● What is needed: Exactly as they appear, set down all the lines of the material.

● Record set:

★ ★ ★

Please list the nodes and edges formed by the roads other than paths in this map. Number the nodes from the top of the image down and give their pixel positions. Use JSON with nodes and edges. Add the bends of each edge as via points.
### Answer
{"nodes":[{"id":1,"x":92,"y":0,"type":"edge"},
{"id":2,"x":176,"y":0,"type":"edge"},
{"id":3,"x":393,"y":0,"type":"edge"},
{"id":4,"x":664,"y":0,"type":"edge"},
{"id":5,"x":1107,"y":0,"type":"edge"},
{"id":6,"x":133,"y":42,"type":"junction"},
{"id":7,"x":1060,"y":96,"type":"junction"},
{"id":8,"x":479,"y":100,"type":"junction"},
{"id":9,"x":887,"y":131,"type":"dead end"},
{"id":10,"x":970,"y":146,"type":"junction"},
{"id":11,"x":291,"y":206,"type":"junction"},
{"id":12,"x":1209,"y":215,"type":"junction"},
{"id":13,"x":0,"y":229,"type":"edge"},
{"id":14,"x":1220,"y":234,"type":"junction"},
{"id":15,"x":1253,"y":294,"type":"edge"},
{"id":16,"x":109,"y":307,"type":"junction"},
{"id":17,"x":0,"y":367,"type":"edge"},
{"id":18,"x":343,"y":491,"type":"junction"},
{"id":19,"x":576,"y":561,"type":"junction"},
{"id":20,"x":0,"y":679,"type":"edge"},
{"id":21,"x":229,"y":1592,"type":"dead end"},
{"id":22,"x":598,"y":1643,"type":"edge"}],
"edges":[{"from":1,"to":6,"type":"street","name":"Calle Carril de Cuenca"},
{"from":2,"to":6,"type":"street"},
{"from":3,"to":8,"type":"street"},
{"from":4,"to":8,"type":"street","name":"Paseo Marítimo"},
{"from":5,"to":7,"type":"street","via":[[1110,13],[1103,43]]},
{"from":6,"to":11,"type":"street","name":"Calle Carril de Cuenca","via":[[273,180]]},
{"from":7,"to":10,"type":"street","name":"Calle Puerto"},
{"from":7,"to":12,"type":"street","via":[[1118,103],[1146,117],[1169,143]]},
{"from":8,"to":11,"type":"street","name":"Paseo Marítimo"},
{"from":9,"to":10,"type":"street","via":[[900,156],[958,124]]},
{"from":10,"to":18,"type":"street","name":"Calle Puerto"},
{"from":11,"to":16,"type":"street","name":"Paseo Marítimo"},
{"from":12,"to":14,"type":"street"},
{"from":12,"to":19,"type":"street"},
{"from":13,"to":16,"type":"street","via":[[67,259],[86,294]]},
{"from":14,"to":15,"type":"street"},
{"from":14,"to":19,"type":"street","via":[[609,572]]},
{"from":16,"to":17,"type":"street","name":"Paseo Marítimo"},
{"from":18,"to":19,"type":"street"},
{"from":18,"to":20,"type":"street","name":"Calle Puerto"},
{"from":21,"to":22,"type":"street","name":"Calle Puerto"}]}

★ ★ ★

● Task response:
Please list the nodes and edges formed by the roads other than paths in this map. Number the nodes from the top of the image down and give their pixel positions. Use JSON with nodes and edges. Add the bends of each edge as via points.
### Answer
{"nodes":[{"id":1,"x":92,"y":0,"type":"edge"},
{"id":2,"x":176,"y":0,"type":"edge"},
{"id":3,"x":393,"y":0,"type":"edge"},
{"id":4,"x":664,"y":0,"type":"edge"},
{"id":5,"x":1107,"y":0,"type":"edge"},
{"id":6,"x":133,"y":42,"type":"junction"},
{"id":7,"x":1060,"y":96,"type":"junction"},
{"id":8,"x":479,"y":100,"type":"junction"},
{"id":9,"x":887,"y":131,"type":"dead end"},
{"id":10,"x":970,"y":146,"type":"junction"},
{"id":11,"x":291,"y":206,"type":"junction"},
{"id":12,"x":1209,"y":215,"type":"junction"},
{"id":13,"x":0,"y":229,"type":"edge"},
{"id":14,"x":1220,"y":234,"type":"junction"},
{"id":15,"x":1253,"y":294,"type":"edge"},
{"id":16,"x":109,"y":307,"type":"junction"},
{"id":17,"x":0,"y":367,"type":"edge"},
{"id":18,"x":343,"y":491,"type":"junction"},
{"id":19,"x":576,"y":561,"type":"junction"},
{"id":20,"x":0,"y":679,"type":"edge"},
{"id":21,"x":229,"y":1592,"type":"dead end"},
{"id":22,"x":598,"y":1643,"type":"edge"}],
"edges":[{"from":1,"to":6,"type":"street","name":"Calle Carril de Cuenca"},
{"from":2,"to":6,"type":"street"},
{"from":3,"to":8,"type":"street"},
{"from":4,"to":8,"type":"street","name":"Paseo Marítimo"},
{"from":5,"to":7,"type":"street","via":[[1110,13],[1103,43]]},
{"from":6,"to":11,"type":"street","name":"Calle Carril de Cuenca","via":[[273,180]]},
{"from":7,"to":10,"type":"street","name":"Calle Puerto"},
{"from":7,"to":12,"type":"street","via":[[1118,103],[1146,117],[1169,143]]},
{"from":8,"to":11,"type":"street","name":"Paseo Marítimo"},
{"from":9,"to":10,"type":"street","via":[[900,156],[958,124]]},
{"from":10,"to":18,"type":"street","name":"Calle Puerto"},
{"from":11,"to":16,"type":"street","name":"Paseo Marítimo"},
{"from":12,"to":14,"type":"street"},
{"from":12,"to":19,"type":"street"},
{"from":13,"to":16,"type":"street","via":[[67,259],[86,294]]},
{"from":14,"to":15,"type":"street"},
{"from":14,"to":19,"type":"street","via":[[609,572]]},
{"from":16,"to":17,"type":"street","name":"Paseo Marítimo"},
{"from":18,"to":19,"type":"street"},
{"from":18,"to":20,"type":"street","name":"Calle Puerto"},
{"from":21,"to":22,"type":"street","name":"Calle Puerto"}]}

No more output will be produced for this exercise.